Last Sunday's victory in St. Louis -- where Sanchez completed 15 of 20 passes for 178 yards and a touchdown and didn't turn the ball over -- gives the Jets' starter a little breathing space in the middle of a difficult season.
Still, this quarterback drama has too often been a comedy of errors. Many are Sanchez's own, but this year is inevitably a product of that March decision. How many teams bring in a backup and are immediately asked when he will start? How many teams game plan each week for their backup? How many neglect critical roster needs while holding a news conference to welcome a celebrity role player?
Overall, Sanchez has not played well for the 4-6 Jets. The offense produced just six points in two games before the much-needed Rams win, and the starting quarterback has thrown four interceptions in the red zone. But, with a sports psychology book tucked into his locker, Sanchez is still the most proficient quarterback on the Jets' roster. Jets coach Rex Ryan has repeatedly backed him this season even as some fans and critics clamor to hand the ball to Tebow.
Sanchez is well aware of the criticism.
"Don't let what somebody else says affect [how you do your job], 'Well, maybe I need to do this more or that more,' because it's just an avalanche," Sanchez said. "You fall into that trap and it will never end. You have to stay true to what you know, keep trusting yourself and like [Nick] Mangold says, keep slinging it."
A struggling starter and a Wildcat specialist. It's hardly the quarterback battle that onlookers expected. There is plenty of blame to go around, starting with the front office.
The Jets had already signed a new backup quarterback before March 21: Drew Stanton. He was a Jet for a week.

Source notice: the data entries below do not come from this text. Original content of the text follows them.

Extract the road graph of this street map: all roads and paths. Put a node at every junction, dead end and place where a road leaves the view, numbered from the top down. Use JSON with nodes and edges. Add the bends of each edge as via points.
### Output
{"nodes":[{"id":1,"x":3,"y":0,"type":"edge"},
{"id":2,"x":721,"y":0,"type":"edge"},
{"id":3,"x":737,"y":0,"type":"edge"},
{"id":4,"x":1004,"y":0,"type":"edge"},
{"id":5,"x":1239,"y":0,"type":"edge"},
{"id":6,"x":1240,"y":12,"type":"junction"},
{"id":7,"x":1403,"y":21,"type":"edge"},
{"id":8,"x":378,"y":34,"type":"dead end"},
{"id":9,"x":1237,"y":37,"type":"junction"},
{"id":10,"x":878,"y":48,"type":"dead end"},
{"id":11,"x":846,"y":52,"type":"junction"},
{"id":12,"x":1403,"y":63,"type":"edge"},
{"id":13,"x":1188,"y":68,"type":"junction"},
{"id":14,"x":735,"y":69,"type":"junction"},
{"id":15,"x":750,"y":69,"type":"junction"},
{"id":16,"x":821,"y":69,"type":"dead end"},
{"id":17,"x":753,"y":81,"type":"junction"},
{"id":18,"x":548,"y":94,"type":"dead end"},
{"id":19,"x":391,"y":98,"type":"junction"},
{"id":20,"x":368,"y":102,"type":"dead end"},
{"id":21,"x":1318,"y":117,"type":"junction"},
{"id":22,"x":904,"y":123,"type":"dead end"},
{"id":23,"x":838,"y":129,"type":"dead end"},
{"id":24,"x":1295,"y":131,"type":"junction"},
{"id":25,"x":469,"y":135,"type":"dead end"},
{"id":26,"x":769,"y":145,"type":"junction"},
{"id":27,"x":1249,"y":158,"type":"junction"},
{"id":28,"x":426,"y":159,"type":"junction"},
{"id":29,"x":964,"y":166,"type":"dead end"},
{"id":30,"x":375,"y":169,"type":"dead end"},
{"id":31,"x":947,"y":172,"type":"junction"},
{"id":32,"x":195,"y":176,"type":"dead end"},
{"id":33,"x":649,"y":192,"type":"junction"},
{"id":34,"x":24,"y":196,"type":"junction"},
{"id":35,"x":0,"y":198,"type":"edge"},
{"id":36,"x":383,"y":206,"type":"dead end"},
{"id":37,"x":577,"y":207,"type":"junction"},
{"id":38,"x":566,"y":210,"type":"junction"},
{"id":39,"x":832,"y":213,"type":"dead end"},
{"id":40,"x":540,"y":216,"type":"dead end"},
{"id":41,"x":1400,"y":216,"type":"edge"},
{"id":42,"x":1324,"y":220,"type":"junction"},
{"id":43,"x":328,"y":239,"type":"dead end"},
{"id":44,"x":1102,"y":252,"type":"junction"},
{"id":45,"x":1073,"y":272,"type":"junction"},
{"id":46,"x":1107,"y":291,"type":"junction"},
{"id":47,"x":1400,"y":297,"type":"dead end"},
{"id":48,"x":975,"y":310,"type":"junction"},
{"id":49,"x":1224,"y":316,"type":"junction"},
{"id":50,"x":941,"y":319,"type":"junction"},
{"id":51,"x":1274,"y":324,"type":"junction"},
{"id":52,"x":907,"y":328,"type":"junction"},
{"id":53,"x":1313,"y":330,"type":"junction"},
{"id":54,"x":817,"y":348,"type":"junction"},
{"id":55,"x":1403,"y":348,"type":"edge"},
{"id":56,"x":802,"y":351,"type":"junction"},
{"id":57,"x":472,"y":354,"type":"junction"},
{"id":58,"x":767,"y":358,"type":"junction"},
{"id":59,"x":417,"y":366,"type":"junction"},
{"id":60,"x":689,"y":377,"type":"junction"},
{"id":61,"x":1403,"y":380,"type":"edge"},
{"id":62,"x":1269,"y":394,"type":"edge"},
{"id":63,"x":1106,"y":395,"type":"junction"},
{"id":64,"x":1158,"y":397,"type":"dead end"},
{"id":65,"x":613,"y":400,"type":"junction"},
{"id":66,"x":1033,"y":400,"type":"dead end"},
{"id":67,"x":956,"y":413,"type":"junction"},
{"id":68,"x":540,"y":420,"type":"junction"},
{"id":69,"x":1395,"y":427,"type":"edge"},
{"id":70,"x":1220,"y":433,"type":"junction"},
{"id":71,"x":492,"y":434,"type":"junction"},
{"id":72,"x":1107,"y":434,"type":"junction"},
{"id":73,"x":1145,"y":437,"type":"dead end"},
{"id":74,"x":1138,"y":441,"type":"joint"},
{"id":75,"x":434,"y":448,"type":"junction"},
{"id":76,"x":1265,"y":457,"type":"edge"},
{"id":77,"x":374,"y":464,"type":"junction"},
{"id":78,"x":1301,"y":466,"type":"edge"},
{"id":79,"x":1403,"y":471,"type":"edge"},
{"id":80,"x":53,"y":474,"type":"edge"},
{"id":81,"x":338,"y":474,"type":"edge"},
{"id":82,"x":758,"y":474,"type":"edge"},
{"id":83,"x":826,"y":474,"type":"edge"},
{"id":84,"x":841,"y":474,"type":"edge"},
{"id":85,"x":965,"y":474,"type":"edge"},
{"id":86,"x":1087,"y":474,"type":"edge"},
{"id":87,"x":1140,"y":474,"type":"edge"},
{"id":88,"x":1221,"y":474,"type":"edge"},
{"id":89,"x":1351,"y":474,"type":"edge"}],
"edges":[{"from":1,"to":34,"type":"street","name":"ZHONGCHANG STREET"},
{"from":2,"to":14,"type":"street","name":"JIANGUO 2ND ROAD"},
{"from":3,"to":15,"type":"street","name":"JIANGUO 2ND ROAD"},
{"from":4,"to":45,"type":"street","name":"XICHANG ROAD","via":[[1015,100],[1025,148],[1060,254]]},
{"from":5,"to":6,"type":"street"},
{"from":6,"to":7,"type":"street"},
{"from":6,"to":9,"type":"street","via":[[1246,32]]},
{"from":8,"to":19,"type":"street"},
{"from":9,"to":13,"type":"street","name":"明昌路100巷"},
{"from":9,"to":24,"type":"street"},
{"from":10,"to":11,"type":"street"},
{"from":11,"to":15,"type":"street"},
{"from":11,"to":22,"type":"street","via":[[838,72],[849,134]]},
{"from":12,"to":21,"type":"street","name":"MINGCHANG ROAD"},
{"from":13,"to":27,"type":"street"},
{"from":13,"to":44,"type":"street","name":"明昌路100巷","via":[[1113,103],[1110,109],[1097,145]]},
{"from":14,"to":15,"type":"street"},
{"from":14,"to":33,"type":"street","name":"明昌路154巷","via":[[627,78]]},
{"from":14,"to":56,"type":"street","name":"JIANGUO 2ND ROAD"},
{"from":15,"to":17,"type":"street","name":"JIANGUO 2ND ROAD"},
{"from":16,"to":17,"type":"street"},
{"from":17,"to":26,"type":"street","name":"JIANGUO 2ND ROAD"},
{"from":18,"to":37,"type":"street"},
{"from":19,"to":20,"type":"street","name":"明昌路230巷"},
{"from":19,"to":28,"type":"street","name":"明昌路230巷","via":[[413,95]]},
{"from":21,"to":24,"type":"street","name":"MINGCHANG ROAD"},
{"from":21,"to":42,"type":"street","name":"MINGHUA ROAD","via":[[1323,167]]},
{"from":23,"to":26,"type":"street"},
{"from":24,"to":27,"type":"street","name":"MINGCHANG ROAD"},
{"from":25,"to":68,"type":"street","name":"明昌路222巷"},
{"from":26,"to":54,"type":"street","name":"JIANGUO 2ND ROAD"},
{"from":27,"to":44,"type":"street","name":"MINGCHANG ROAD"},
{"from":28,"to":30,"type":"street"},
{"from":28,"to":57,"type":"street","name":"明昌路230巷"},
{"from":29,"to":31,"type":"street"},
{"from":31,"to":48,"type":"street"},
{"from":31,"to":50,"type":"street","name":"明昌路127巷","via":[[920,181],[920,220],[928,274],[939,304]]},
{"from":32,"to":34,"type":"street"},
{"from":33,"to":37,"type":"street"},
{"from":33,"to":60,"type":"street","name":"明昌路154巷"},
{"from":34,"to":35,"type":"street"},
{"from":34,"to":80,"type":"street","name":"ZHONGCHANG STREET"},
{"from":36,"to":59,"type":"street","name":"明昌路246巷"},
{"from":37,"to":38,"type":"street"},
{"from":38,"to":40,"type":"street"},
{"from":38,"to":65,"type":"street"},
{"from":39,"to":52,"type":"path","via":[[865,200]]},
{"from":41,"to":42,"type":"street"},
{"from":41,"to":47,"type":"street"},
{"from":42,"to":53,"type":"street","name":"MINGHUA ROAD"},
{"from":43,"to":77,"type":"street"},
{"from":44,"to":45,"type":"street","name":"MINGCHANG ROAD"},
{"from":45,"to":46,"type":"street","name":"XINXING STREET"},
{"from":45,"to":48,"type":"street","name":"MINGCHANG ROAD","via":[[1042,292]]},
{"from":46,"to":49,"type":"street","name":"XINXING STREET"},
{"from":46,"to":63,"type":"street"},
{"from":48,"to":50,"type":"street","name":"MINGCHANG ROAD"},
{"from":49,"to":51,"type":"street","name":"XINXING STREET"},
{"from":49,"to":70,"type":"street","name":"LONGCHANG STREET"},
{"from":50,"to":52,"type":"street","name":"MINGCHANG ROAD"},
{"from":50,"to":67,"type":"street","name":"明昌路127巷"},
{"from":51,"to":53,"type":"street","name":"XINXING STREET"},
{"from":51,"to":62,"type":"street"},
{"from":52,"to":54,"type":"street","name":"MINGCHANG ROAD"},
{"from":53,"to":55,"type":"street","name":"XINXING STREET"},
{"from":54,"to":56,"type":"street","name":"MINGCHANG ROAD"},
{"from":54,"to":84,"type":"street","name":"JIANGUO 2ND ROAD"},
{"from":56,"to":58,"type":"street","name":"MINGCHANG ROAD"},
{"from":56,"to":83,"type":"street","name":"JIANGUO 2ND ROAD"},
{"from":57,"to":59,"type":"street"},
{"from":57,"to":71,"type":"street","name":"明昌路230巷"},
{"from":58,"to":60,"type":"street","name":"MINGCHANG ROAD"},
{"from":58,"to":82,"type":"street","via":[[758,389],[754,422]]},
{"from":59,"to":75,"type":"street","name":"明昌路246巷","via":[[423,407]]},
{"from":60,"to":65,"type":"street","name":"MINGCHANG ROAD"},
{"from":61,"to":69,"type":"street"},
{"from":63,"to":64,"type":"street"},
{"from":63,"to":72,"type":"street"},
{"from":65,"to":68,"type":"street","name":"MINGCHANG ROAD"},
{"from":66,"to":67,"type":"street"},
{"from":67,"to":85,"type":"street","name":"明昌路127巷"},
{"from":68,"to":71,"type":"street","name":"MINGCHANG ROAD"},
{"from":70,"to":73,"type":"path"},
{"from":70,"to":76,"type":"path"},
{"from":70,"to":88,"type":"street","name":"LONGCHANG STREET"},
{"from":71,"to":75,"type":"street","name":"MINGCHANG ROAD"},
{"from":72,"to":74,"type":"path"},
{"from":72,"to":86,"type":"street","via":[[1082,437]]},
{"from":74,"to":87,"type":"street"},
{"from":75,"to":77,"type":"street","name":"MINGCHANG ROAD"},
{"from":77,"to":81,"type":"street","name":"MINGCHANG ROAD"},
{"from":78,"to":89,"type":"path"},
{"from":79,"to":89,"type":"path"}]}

Rather than sign two backups, Jets general manager Mike Tannenbaum might have opted to focus on any of the other glaring holes in the Jets' offense. Right tackle had been an issue, or finding a capable and experienced red zone receiver with Plaxico Burress gone. The wide receiver position had been a round robin since Sanchez's arrival -- Jerricho Cotchery, Braylon Edwards and Burress had come and gone.

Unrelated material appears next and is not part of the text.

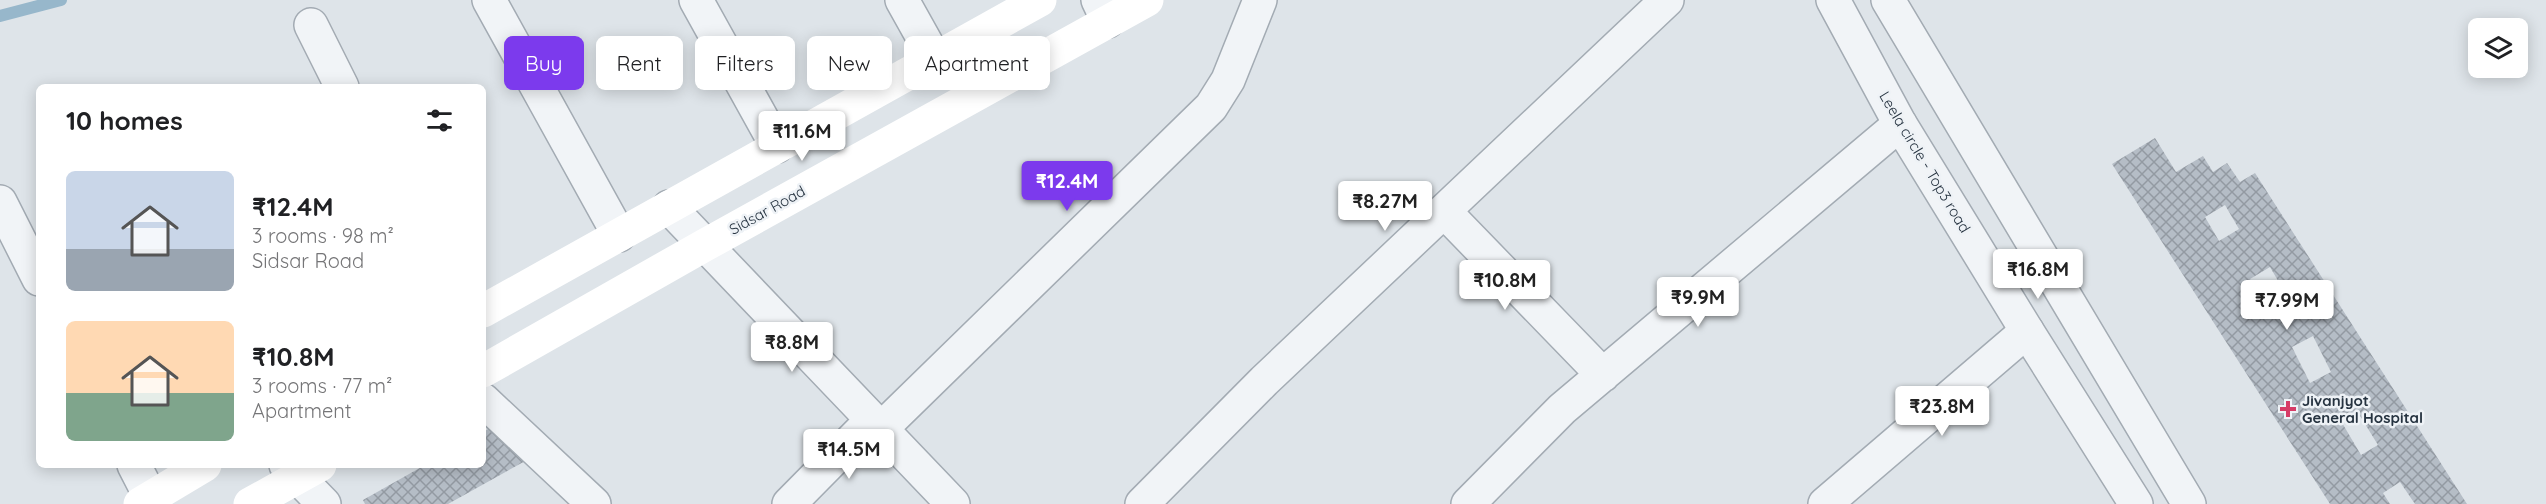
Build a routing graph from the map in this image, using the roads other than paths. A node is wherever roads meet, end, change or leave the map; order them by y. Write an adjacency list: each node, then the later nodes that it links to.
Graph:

Their replacements? Chaz Schilens, Clyde Gates and rookie Stephen Hill, who needs Stickum for his gloves. Dustin Keller has been the only constant for the developing quarterback and he spent the first part of the season hurt, and then Santonio Holmes went down with a Lisfranc injury.
Look at it from the starter's point of view: Sanchez was not set up to succeed this season. From the moment training camp opened, football analysts were guessing how many weeks it would be until Sanchez lost his starting job. The Jets even orchestrated competing media scrums, Tebow vs. Sanchez. Sanchez -- a confidence player -- has to put on a smile while seeing seeds of locker-room discontent grow around him.
It took Sanchez a week to get on a conference call after Tebow came on board. He said all the right things, but he couldn't have been happy. When asked about Tebow's role in September, Sanchez joked, "Selling seats, man."
Listen to Carroll, who certainly has inside information. "This whole [Tebow] factor has been really hard on him," Sanchez's old coach said.
The good thing is that many of the players in his own locker room see that their starter has been dealt a raw hand. The stilted offense that has Sanchez in running a conventional quarterback system is intermittently replaced by Tebow's Wildcat or option scheme. It hasn't worked, and often disrupts the flow of Sanchez's next play.
When asked about the obvious miscalculation this two-system offense has been, Ryan, owner Woody Johnson and new offensive coordinator Tony Sparano spin that they are a play or two away from busting games open, or that the jury is still out.
It's not. Aside from being a win, the Rams game was notable for how little Tebow was inserted into the offense.
Truth is, the situation hasn't been any better for Tebow, who has all but disappeared into the Jets' locker room. Now when pundits discuss Tebow's effectiveness, it's from a historical perspective.
This experiment has failed, and given his guaranteed money Sanchez will likely remain a Jet. Some fans might not get up and cheer about that.
But Sanchez can rewrite the narrative starting now. He will have to rise above the drops and interceptions, and win despite having some second-rate teammates. The running game will have to produce against the Patriots the same way it did against the Rams.
He could look at this season like a bad setup from the start, but this is Sanchez's opportunity to grow up. The Jets aren't out of it yet.
And it's way too late to angle for that trade to Seattle.